◆ Work order:
Make an exact copy of the entries below and leave any picture out of it.

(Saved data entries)
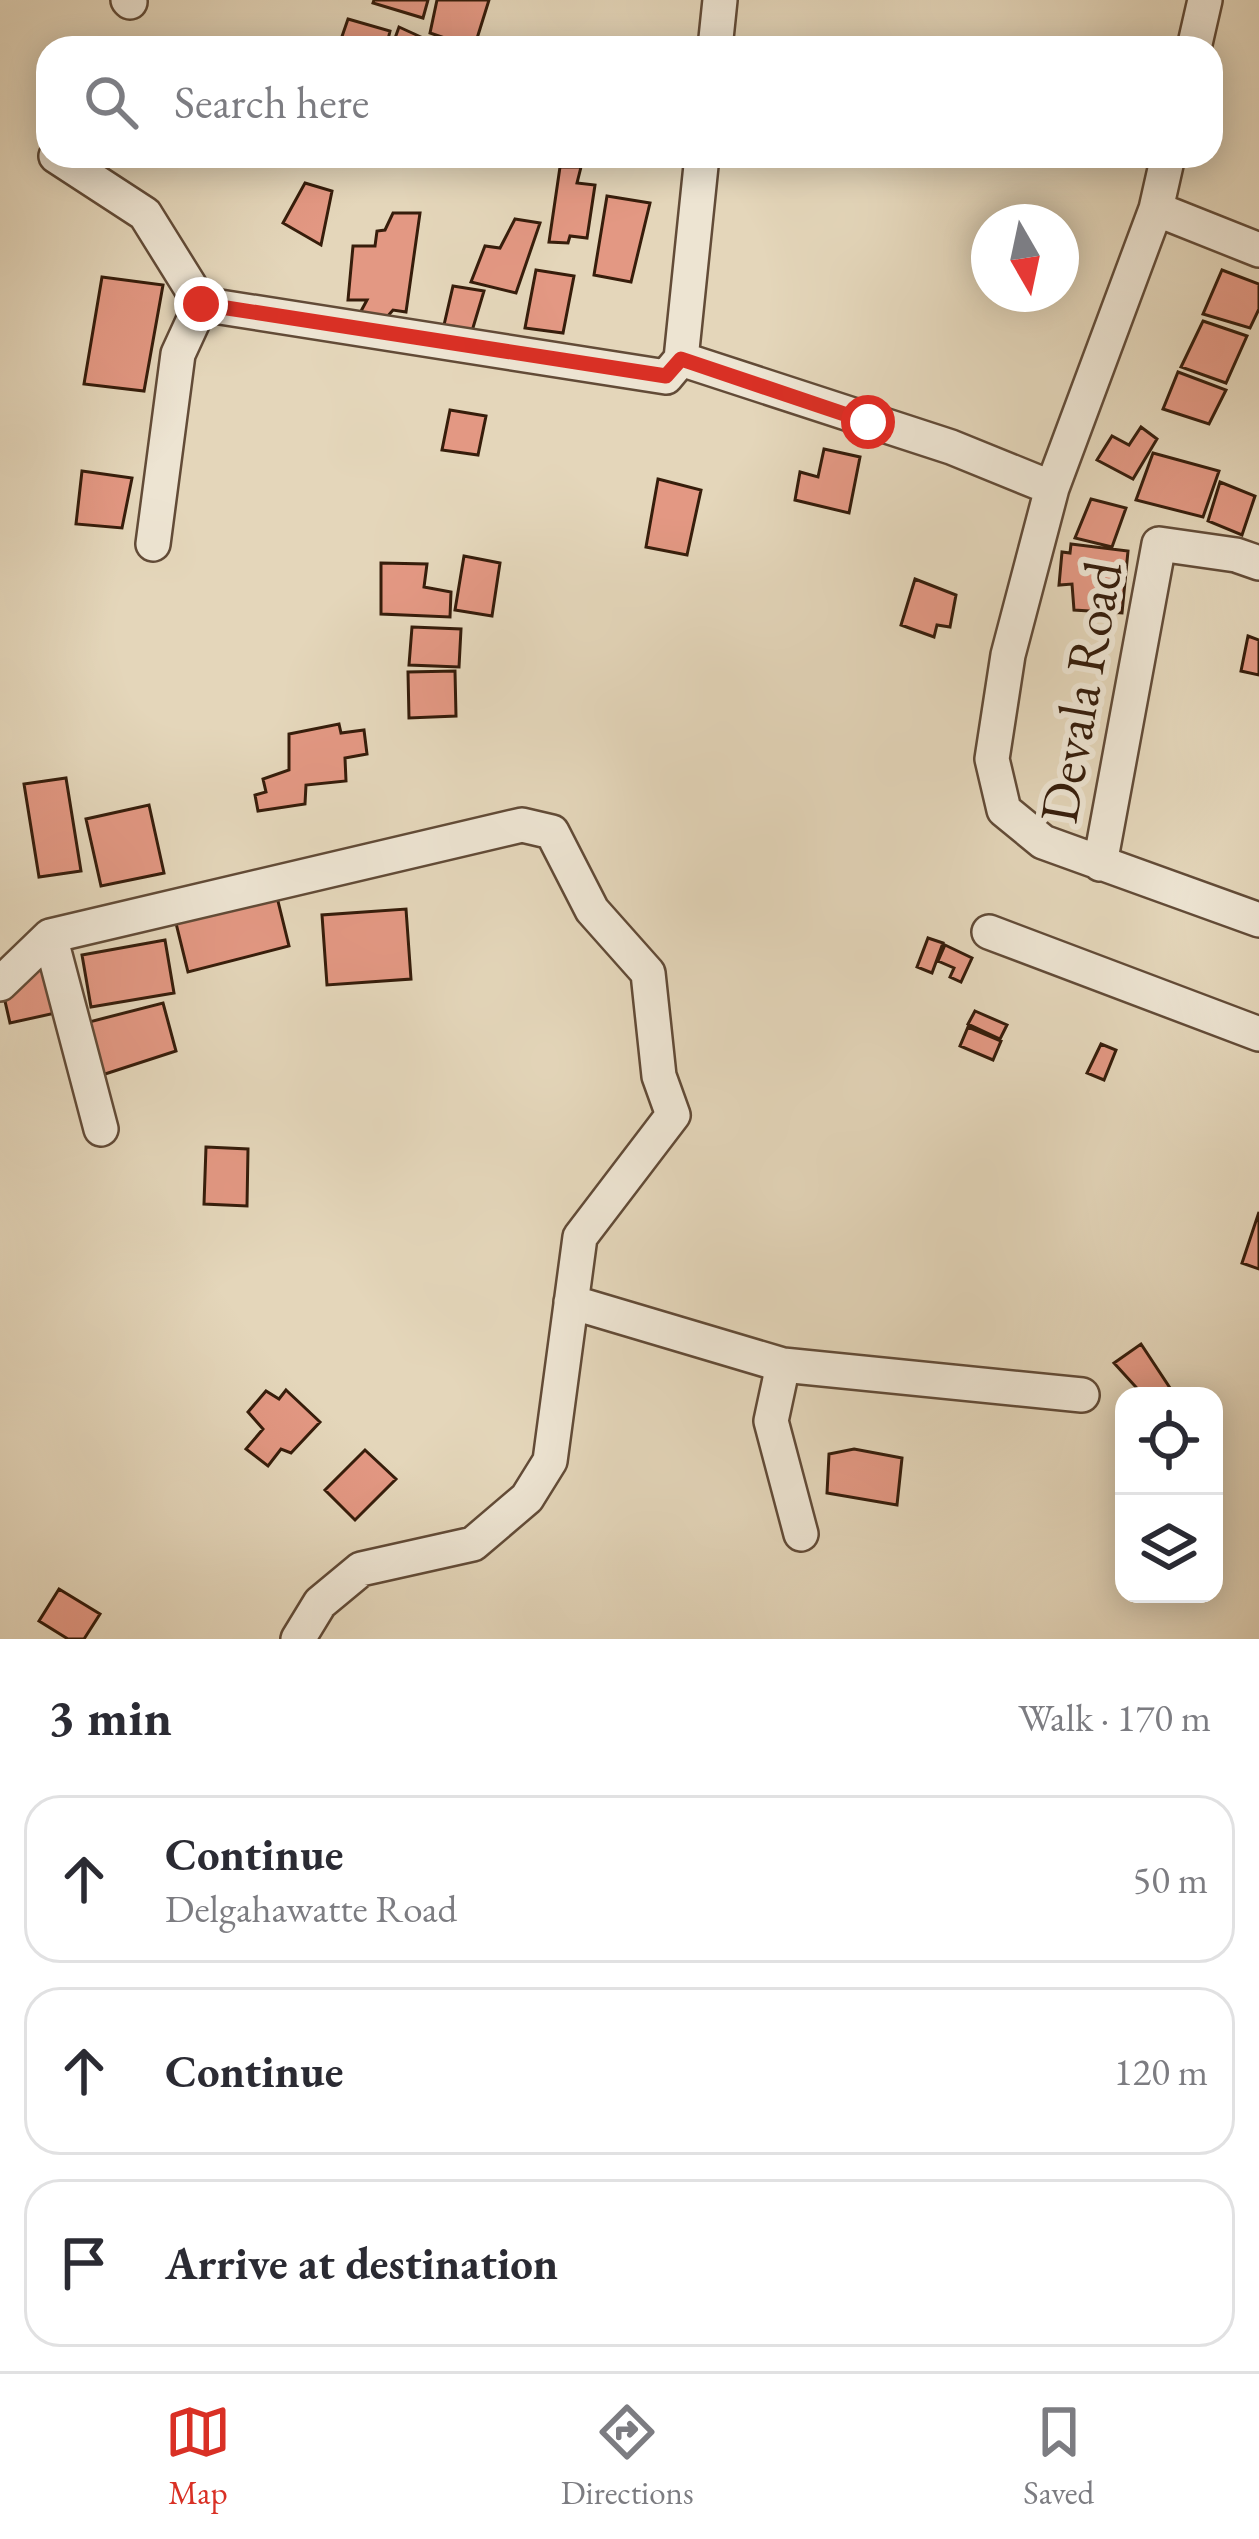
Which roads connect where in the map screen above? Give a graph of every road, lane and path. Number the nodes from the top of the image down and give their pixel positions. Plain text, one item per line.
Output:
1 (720, 0) edge
2 (1205, 0) edge
3 (716, 36) edge
4 (1197, 36) edge
5 (75, 168) edge
6 (701, 168) edge
7 (1165, 168) edge
8 (1156, 209) junction
9 (1259, 250) edge
10 (201, 304) junction
11 (681, 359) junction
12 (1052, 488) junction
13 (153, 544) dead end
14 (1259, 563) edge
15 (1100, 864) junction
16 (1259, 920) edge
17 (989, 932) dead end
18 (50, 936) junction
19 (0, 984) edge
20 (1259, 1034) edge
21 (101, 1129) dead end
22 (572, 1302) junction
23 (783, 1366) junction
24 (1082, 1395) dead end
25 (801, 1534) dead end
26 (298, 1639) edge

1 - 3 street
2 - 4 street
5 - 10 street
6 - 11 street
7 - 8 street
8 - 9 street
8 - 12 street
10 - 11 street
10 - 13 street
11 - 12 street
12 - 15 street
14 - 15 street, Devala Road
15 - 16 street, Devala Road
17 - 20 street
18 - 19 street
18 - 21 street
18 - 22 street
22 - 23 street
22 - 26 street
23 - 24 street
23 - 25 street

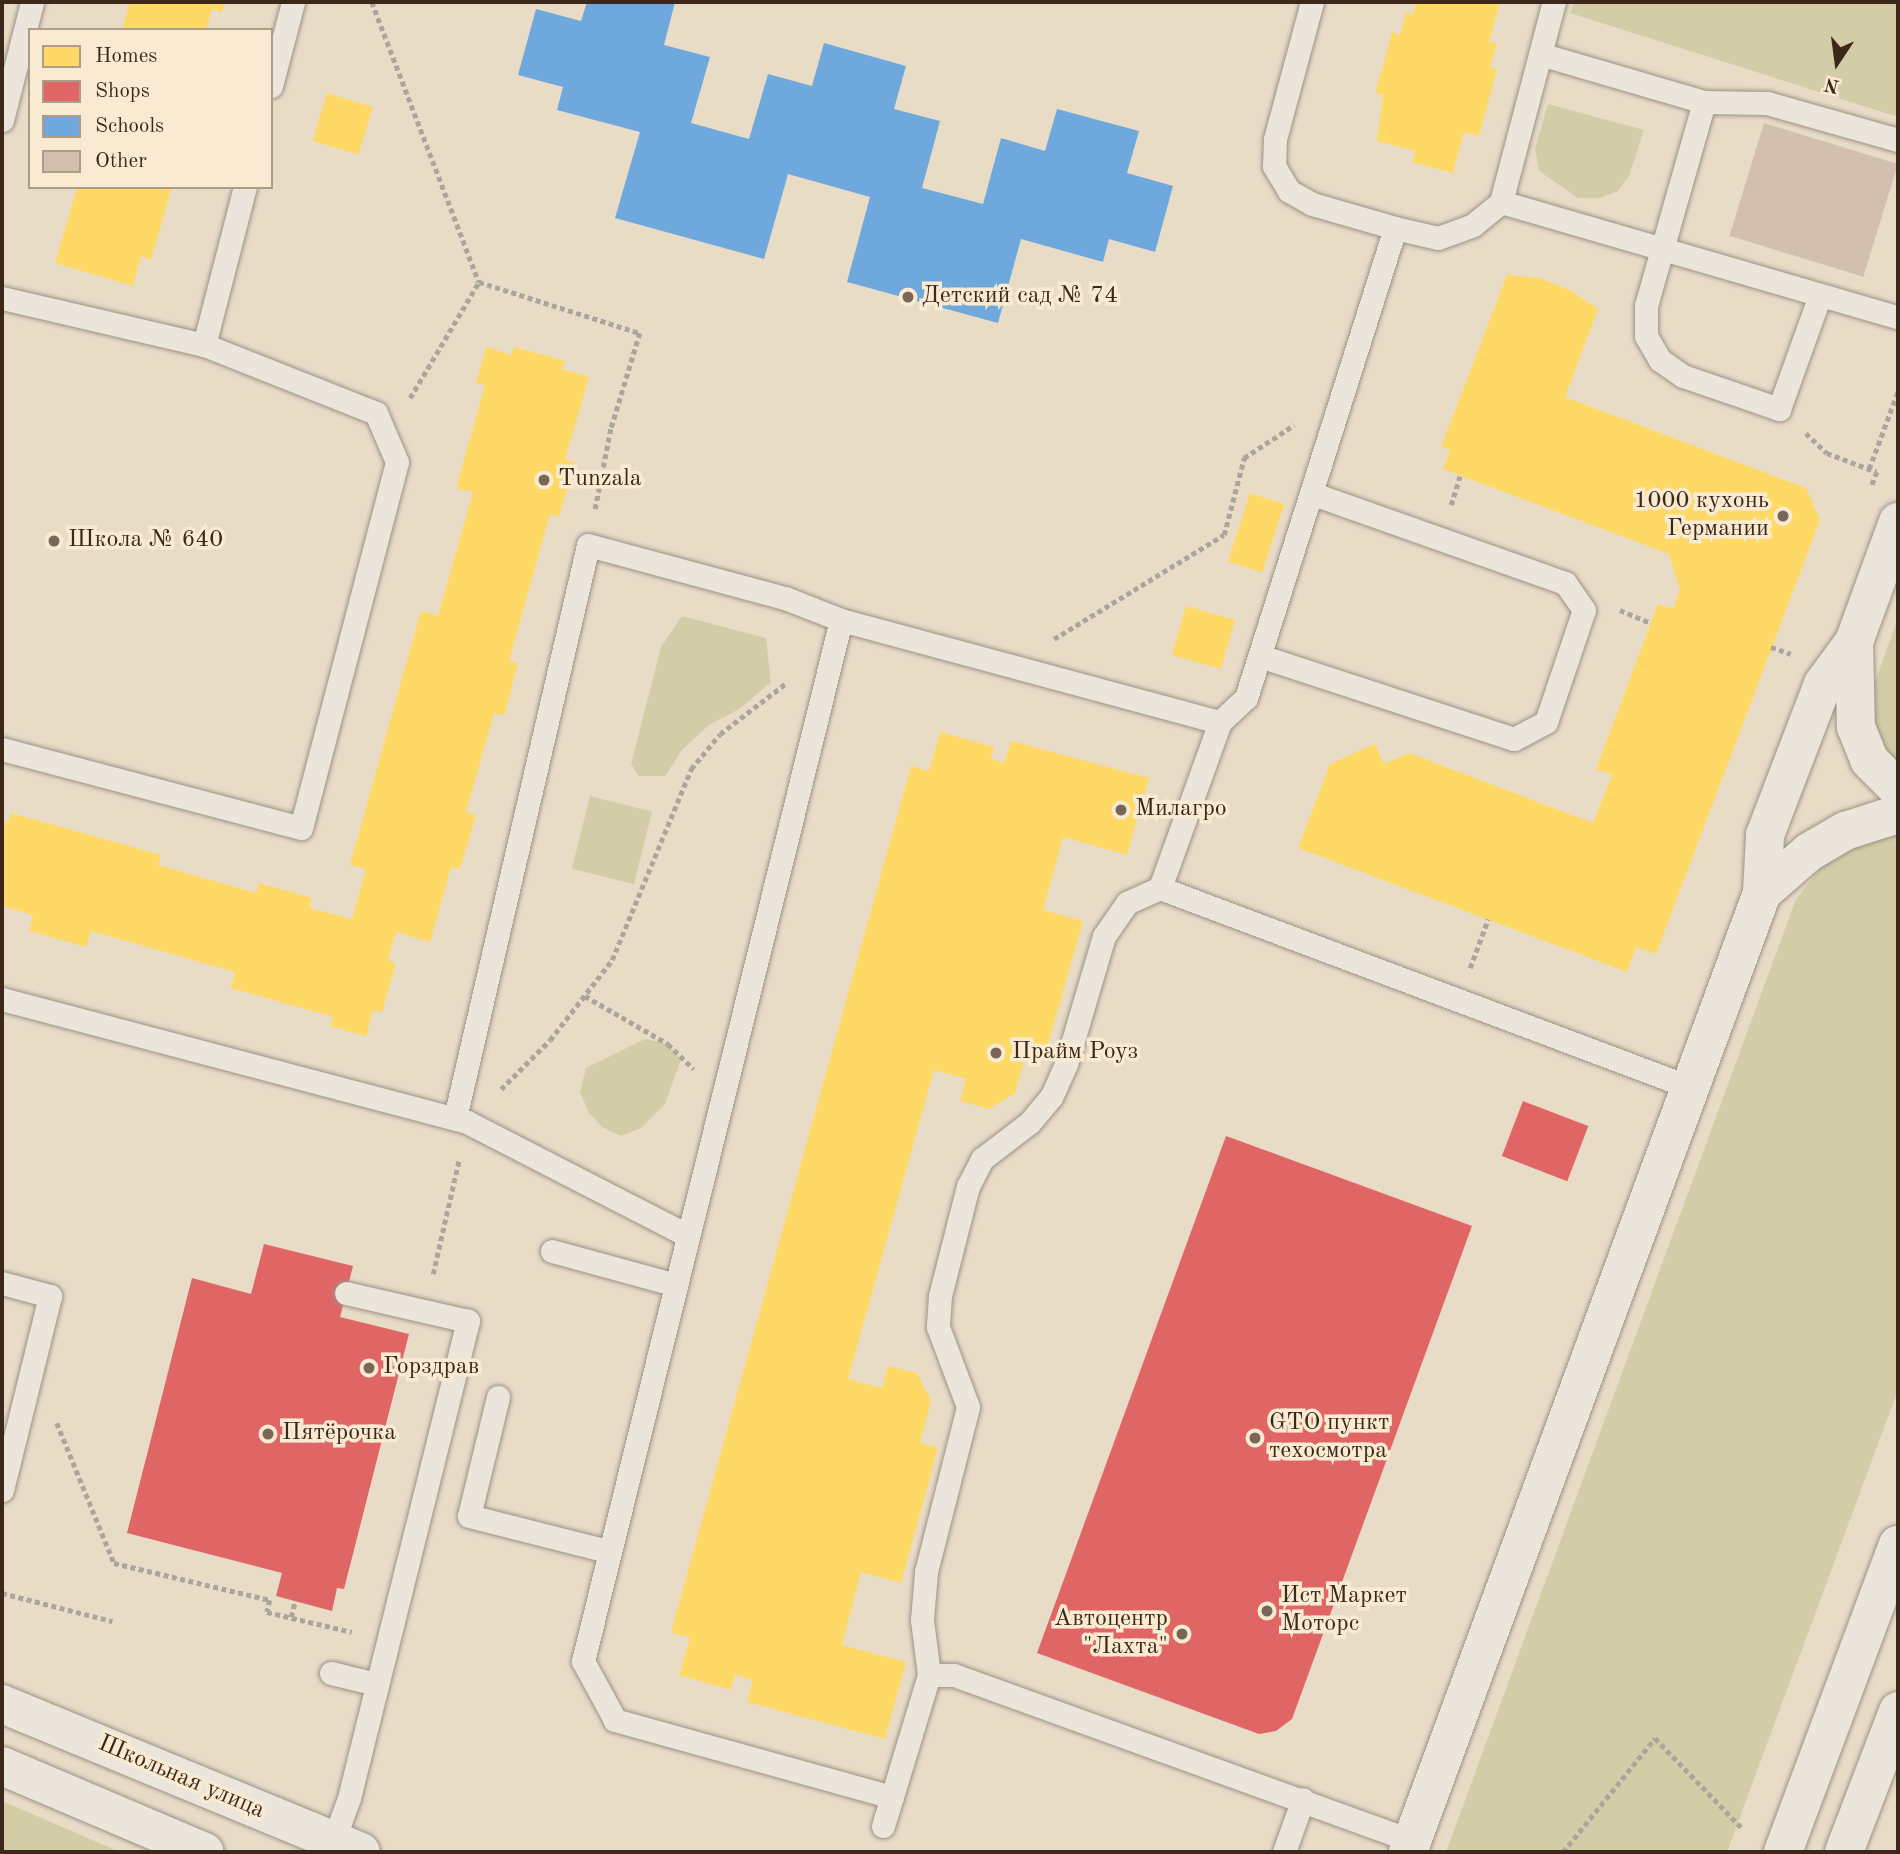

◆ Solution:
Which roads connect where in the map screen above? Give a graph of every road, lane and path. Number the nodes from the top of the image down and give their pixel positions. Plain text, one item per line.
Output:
1 (720, 0) edge
2 (1205, 0) edge
3 (716, 36) edge
4 (1197, 36) edge
5 (75, 168) edge
6 (701, 168) edge
7 (1165, 168) edge
8 (1156, 209) junction
9 (1259, 250) edge
10 (201, 304) junction
11 (681, 359) junction
12 (1052, 488) junction
13 (153, 544) dead end
14 (1259, 563) edge
15 (1100, 864) junction
16 (1259, 920) edge
17 (989, 932) dead end
18 (50, 936) junction
19 (0, 984) edge
20 (1259, 1034) edge
21 (101, 1129) dead end
22 (572, 1302) junction
23 (783, 1366) junction
24 (1082, 1395) dead end
25 (801, 1534) dead end
26 (298, 1639) edge

1 - 3 street
2 - 4 street
5 - 10 street
6 - 11 street
7 - 8 street
8 - 9 street
8 - 12 street
10 - 11 street
10 - 13 street
11 - 12 street
12 - 15 street
14 - 15 street, Devala Road
15 - 16 street, Devala Road
17 - 20 street
18 - 19 street
18 - 21 street
18 - 22 street
22 - 23 street
22 - 26 street
23 - 24 street
23 - 25 street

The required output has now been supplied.